Prompt
Output each entry verbatim.

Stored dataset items

* * * * * * *

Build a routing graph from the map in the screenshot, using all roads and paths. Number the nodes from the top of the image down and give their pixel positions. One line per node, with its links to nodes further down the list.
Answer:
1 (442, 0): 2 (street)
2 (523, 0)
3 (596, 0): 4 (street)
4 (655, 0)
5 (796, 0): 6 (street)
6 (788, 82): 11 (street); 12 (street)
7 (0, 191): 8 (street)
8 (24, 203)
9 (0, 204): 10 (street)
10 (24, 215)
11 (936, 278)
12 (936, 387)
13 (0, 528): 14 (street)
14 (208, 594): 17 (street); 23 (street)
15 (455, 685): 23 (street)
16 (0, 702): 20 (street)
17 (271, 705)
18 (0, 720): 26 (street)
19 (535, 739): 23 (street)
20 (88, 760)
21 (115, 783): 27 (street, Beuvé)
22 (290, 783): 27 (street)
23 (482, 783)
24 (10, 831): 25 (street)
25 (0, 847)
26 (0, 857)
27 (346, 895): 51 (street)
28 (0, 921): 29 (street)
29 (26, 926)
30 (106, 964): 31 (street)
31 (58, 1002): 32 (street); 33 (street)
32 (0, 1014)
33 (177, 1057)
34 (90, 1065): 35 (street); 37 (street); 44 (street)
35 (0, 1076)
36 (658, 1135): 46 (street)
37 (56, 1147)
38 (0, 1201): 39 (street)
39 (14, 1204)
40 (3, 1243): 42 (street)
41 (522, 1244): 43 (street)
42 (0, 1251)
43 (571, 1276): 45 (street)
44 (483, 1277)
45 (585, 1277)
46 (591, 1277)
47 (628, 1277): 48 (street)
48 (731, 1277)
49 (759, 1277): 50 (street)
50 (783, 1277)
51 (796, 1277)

* * * * * * *

Answer section
Build a routing graph from the map in the screenshot, using all roads and paths. Number the nodes from the top of the image down and give their pixel positions. One line per node, with its links to nodes further down the list.
Answer:
1 (442, 0): 2 (street)
2 (523, 0)
3 (596, 0): 4 (street)
4 (655, 0)
5 (796, 0): 6 (street)
6 (788, 82): 11 (street); 12 (street)
7 (0, 191): 8 (street)
8 (24, 203)
9 (0, 204): 10 (street)
10 (24, 215)
11 (936, 278)
12 (936, 387)
13 (0, 528): 14 (street)
14 (208, 594): 17 (street); 23 (street)
15 (455, 685): 23 (street)
16 (0, 702): 20 (street)
17 (271, 705)
18 (0, 720): 26 (street)
19 (535, 739): 23 (street)
20 (88, 760)
21 (115, 783): 27 (street, Beuvé)
22 (290, 783): 27 (street)
23 (482, 783)
24 (10, 831): 25 (street)
25 (0, 847)
26 (0, 857)
27 (346, 895): 51 (street)
28 (0, 921): 29 (street)
29 (26, 926)
30 (106, 964): 31 (street)
31 (58, 1002): 32 (street); 33 (street)
32 (0, 1014)
33 (177, 1057)
34 (90, 1065): 35 (street); 37 (street); 44 (street)
35 (0, 1076)
36 (658, 1135): 46 (street)
37 (56, 1147)
38 (0, 1201): 39 (street)
39 (14, 1204)
40 (3, 1243): 42 (street)
41 (522, 1244): 43 (street)
42 (0, 1251)
43 (571, 1276): 45 (street)
44 (483, 1277)
45 (585, 1277)
46 (591, 1277)
47 (628, 1277): 48 (street)
48 (731, 1277)
49 (759, 1277): 50 (street)
50 (783, 1277)
51 (796, 1277)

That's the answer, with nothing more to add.